## [What needs to be done]
Gather every line of the entries that includes the word "Францe".

Stored items:

-----

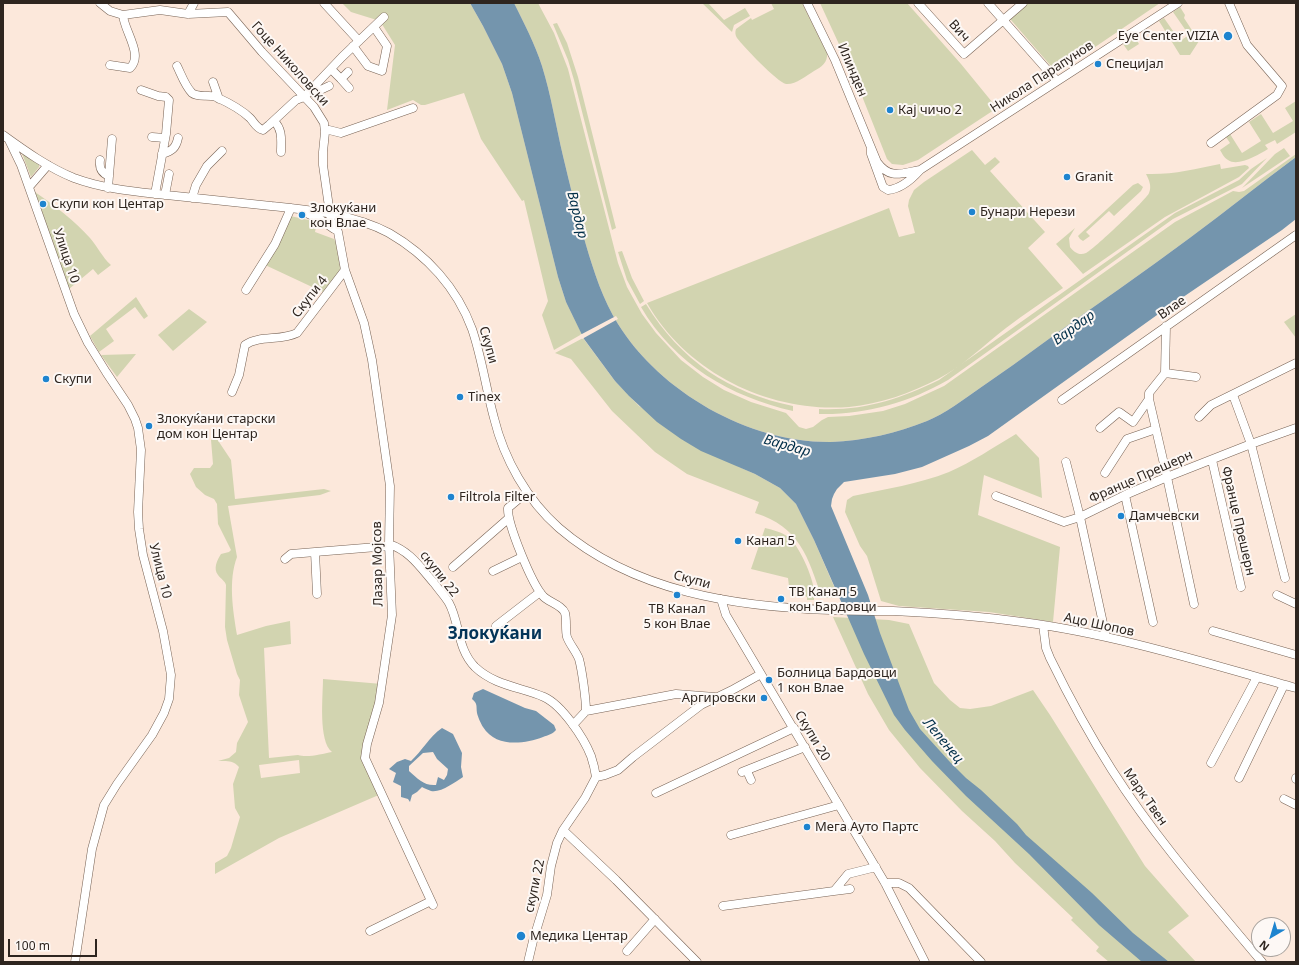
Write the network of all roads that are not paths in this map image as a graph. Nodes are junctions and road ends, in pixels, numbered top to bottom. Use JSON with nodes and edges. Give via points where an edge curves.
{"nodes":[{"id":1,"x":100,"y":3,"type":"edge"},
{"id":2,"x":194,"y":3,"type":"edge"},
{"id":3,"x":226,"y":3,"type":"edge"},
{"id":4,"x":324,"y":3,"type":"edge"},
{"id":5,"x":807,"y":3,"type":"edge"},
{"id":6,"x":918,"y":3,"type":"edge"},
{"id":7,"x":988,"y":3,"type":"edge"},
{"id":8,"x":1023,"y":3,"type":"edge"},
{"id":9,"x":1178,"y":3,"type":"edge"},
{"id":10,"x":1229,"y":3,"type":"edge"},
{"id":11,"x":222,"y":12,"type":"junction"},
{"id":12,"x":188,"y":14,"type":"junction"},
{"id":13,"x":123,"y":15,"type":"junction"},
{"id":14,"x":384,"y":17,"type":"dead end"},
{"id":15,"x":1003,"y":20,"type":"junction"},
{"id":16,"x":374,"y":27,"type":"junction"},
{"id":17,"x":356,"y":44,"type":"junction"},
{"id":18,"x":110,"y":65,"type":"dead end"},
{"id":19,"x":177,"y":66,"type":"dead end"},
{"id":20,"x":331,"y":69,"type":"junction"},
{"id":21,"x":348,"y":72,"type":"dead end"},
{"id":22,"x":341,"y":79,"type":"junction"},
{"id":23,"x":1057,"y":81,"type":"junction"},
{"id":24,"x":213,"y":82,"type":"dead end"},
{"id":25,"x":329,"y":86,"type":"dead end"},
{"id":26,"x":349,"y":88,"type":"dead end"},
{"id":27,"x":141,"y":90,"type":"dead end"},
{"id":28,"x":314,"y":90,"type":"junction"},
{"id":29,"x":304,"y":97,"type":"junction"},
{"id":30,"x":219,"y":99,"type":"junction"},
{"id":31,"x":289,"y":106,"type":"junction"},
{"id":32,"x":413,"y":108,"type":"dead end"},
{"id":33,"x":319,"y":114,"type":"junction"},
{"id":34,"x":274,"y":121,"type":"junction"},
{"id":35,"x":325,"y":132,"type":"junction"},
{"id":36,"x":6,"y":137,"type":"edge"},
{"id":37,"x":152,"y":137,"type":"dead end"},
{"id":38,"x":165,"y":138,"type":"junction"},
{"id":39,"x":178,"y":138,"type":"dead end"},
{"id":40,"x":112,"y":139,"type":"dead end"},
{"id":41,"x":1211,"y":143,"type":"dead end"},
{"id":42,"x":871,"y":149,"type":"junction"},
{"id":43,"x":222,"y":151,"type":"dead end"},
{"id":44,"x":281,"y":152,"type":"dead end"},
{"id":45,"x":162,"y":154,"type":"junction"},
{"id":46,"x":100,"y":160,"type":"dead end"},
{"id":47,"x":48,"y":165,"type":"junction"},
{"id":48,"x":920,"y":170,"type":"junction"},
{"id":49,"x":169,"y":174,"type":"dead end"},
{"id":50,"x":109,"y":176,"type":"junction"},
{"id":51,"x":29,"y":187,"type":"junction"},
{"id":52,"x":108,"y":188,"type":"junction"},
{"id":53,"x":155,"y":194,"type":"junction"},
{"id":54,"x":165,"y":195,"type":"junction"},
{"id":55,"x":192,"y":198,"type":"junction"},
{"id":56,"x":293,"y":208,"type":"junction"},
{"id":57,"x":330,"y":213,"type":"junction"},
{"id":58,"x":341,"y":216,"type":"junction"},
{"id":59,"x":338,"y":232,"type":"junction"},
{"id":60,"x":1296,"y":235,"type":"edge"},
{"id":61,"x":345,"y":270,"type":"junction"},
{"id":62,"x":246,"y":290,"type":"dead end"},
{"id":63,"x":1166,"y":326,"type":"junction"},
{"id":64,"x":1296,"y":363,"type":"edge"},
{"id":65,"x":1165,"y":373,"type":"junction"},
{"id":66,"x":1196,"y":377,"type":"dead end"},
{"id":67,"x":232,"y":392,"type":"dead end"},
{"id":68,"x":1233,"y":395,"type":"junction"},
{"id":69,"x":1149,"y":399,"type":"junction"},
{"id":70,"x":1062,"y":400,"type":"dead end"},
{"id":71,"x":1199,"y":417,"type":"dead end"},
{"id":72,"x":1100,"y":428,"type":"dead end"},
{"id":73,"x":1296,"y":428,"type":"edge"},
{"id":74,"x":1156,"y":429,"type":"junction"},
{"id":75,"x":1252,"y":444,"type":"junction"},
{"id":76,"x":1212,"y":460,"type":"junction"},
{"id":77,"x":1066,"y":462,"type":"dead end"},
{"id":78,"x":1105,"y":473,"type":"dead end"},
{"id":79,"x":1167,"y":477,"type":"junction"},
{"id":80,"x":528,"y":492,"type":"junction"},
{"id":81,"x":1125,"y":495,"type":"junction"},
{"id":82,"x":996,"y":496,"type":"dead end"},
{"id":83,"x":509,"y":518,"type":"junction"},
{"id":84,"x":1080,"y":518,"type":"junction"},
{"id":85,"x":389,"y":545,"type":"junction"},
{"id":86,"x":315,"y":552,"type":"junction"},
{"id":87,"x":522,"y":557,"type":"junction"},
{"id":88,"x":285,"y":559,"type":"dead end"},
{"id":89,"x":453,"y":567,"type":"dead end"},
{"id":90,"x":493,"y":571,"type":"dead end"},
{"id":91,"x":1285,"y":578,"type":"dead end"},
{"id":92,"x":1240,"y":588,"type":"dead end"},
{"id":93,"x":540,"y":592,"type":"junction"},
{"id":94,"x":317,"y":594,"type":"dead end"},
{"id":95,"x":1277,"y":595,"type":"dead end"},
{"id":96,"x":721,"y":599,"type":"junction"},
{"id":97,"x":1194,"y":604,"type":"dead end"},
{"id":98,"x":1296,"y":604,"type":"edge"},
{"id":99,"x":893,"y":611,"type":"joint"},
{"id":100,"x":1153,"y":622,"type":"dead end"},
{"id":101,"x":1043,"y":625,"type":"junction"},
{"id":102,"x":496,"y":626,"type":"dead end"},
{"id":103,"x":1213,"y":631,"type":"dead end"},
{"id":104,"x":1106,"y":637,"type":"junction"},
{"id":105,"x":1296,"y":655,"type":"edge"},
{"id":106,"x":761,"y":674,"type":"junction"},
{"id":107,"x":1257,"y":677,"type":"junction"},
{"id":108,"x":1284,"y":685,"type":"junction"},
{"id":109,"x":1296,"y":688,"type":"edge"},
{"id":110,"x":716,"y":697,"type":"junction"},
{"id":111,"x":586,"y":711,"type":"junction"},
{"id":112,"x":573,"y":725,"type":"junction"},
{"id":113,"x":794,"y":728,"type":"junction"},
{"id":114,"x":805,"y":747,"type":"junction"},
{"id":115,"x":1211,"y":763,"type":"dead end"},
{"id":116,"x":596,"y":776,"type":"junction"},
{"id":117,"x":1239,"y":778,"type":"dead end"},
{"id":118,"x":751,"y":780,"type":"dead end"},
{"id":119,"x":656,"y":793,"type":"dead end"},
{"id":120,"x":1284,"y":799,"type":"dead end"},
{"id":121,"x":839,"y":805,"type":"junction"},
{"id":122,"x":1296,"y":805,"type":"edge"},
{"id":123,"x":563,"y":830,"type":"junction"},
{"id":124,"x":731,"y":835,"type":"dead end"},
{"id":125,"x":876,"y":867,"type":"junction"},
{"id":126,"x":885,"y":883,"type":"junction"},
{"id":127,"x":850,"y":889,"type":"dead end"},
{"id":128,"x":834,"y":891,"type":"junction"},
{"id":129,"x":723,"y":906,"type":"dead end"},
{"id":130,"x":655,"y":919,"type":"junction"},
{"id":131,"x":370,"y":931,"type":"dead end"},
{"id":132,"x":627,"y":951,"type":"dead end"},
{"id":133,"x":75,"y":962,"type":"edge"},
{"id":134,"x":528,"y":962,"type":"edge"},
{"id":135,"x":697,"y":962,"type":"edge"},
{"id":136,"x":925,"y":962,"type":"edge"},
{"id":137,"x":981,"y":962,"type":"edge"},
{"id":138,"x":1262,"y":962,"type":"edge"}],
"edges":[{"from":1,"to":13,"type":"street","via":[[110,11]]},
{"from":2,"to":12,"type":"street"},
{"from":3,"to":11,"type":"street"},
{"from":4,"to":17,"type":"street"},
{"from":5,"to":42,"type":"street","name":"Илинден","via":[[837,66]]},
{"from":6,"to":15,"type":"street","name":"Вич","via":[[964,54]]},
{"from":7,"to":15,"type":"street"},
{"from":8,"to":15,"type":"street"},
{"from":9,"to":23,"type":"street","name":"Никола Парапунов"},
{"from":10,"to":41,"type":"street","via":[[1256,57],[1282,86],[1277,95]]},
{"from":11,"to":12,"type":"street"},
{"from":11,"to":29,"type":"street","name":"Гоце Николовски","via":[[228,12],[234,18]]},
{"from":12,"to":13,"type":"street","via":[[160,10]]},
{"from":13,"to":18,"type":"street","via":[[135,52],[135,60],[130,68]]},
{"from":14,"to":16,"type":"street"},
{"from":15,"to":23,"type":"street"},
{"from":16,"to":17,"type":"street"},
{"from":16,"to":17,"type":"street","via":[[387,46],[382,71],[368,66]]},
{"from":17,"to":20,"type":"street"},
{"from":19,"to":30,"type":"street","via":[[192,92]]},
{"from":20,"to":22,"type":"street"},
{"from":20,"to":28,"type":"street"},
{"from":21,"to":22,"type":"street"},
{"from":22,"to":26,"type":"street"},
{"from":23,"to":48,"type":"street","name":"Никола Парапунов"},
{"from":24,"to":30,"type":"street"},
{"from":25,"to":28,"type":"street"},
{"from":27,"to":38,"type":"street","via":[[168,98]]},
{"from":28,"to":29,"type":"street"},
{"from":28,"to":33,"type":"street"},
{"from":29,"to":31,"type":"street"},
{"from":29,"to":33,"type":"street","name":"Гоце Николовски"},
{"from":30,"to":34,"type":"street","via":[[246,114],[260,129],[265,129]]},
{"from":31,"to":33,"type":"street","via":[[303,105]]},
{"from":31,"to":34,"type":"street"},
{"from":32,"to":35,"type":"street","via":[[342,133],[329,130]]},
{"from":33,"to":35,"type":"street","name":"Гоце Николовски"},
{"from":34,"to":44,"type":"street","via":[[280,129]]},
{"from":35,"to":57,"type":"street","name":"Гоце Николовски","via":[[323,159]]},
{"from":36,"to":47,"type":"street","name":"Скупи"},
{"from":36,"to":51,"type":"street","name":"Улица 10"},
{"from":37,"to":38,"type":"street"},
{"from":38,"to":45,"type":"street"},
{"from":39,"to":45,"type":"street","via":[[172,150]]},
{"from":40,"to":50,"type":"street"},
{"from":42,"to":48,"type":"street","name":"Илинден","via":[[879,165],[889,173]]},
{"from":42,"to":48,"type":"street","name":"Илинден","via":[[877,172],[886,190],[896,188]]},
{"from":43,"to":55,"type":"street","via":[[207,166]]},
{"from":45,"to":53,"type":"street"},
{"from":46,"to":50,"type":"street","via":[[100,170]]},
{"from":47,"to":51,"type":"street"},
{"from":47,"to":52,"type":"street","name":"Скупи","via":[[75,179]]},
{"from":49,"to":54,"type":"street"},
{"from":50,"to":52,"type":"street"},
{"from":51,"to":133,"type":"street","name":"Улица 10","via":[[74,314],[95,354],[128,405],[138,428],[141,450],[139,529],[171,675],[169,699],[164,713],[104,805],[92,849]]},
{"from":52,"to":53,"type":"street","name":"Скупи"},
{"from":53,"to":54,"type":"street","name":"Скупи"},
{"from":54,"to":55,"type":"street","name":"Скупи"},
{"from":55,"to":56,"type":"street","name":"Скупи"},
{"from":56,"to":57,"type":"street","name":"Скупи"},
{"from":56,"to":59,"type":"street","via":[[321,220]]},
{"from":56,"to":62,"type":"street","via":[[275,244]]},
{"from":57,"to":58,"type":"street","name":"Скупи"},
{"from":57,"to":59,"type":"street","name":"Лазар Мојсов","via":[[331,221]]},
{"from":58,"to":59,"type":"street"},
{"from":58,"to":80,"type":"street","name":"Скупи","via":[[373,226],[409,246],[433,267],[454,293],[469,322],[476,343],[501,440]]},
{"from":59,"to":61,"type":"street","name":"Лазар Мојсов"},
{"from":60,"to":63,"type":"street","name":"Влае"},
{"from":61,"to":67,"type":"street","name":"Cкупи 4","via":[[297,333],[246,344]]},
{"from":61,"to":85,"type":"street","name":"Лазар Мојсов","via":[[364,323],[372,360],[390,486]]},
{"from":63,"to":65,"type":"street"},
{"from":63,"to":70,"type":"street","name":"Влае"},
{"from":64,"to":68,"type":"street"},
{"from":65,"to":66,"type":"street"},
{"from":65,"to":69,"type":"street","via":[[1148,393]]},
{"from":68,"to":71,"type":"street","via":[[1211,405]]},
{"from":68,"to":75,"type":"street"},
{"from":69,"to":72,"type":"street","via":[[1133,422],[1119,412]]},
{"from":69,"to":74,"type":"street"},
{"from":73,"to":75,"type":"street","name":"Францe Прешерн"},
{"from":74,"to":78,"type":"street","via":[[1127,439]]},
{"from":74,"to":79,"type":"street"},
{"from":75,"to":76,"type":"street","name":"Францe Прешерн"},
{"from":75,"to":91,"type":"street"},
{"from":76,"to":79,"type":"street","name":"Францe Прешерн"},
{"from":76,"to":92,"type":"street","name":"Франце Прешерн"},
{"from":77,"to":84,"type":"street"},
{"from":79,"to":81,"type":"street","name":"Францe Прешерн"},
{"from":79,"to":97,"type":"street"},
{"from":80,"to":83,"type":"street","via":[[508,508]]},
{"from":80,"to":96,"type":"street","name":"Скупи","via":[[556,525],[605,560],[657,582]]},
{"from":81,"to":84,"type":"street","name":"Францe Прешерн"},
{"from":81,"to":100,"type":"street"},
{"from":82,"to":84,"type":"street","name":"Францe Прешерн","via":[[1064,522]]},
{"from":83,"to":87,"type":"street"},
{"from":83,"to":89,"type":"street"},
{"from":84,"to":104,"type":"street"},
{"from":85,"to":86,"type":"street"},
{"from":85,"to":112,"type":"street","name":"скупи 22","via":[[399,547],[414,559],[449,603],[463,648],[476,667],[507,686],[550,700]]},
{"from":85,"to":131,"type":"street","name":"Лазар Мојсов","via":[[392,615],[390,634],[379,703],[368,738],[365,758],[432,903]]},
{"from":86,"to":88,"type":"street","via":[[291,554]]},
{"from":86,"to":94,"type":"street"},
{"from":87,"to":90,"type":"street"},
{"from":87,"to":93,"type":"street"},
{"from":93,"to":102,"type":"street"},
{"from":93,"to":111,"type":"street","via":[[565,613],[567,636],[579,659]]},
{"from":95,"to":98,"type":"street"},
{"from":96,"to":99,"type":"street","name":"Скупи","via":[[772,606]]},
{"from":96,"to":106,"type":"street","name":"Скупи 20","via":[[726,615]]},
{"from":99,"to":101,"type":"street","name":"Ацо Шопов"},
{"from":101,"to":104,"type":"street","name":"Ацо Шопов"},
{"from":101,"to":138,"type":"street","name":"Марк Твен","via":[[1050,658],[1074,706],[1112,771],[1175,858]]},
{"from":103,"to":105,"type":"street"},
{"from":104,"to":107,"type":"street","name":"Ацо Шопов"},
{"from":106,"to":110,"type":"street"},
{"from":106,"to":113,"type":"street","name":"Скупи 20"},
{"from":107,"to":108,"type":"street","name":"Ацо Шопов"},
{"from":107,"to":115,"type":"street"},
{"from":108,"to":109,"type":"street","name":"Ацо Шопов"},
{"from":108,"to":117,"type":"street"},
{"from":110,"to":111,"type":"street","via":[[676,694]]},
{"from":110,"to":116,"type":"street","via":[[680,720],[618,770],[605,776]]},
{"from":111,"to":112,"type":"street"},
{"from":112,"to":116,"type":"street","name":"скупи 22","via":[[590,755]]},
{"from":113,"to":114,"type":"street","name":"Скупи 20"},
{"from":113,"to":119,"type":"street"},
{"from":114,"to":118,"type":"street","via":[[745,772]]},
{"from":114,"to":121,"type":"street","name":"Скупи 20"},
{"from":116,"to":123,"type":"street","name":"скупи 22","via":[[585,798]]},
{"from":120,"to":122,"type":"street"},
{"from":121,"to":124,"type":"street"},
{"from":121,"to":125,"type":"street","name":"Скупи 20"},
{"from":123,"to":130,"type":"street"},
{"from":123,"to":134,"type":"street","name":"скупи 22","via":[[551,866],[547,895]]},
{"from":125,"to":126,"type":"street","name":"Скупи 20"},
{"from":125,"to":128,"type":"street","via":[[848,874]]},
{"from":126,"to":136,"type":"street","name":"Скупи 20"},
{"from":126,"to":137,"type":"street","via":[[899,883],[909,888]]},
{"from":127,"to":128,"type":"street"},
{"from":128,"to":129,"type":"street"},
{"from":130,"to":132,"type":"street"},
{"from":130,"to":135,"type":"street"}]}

-----

## [Answer section]
{"from":73,"to":75,"type":"street","name":"Францe Прешерн"},
{"from":75,"to":76,"type":"street","name":"Францe Прешерн"},
{"from":76,"to":79,"type":"street","name":"Францe Прешерн"},
{"from":79,"to":81,"type":"street","name":"Францe Прешерн"},
{"from":81,"to":84,"type":"street","name":"Францe Прешерн"},
{"from":82,"to":84,"type":"street","name":"Францe Прешерн","via":[[1064,522]]},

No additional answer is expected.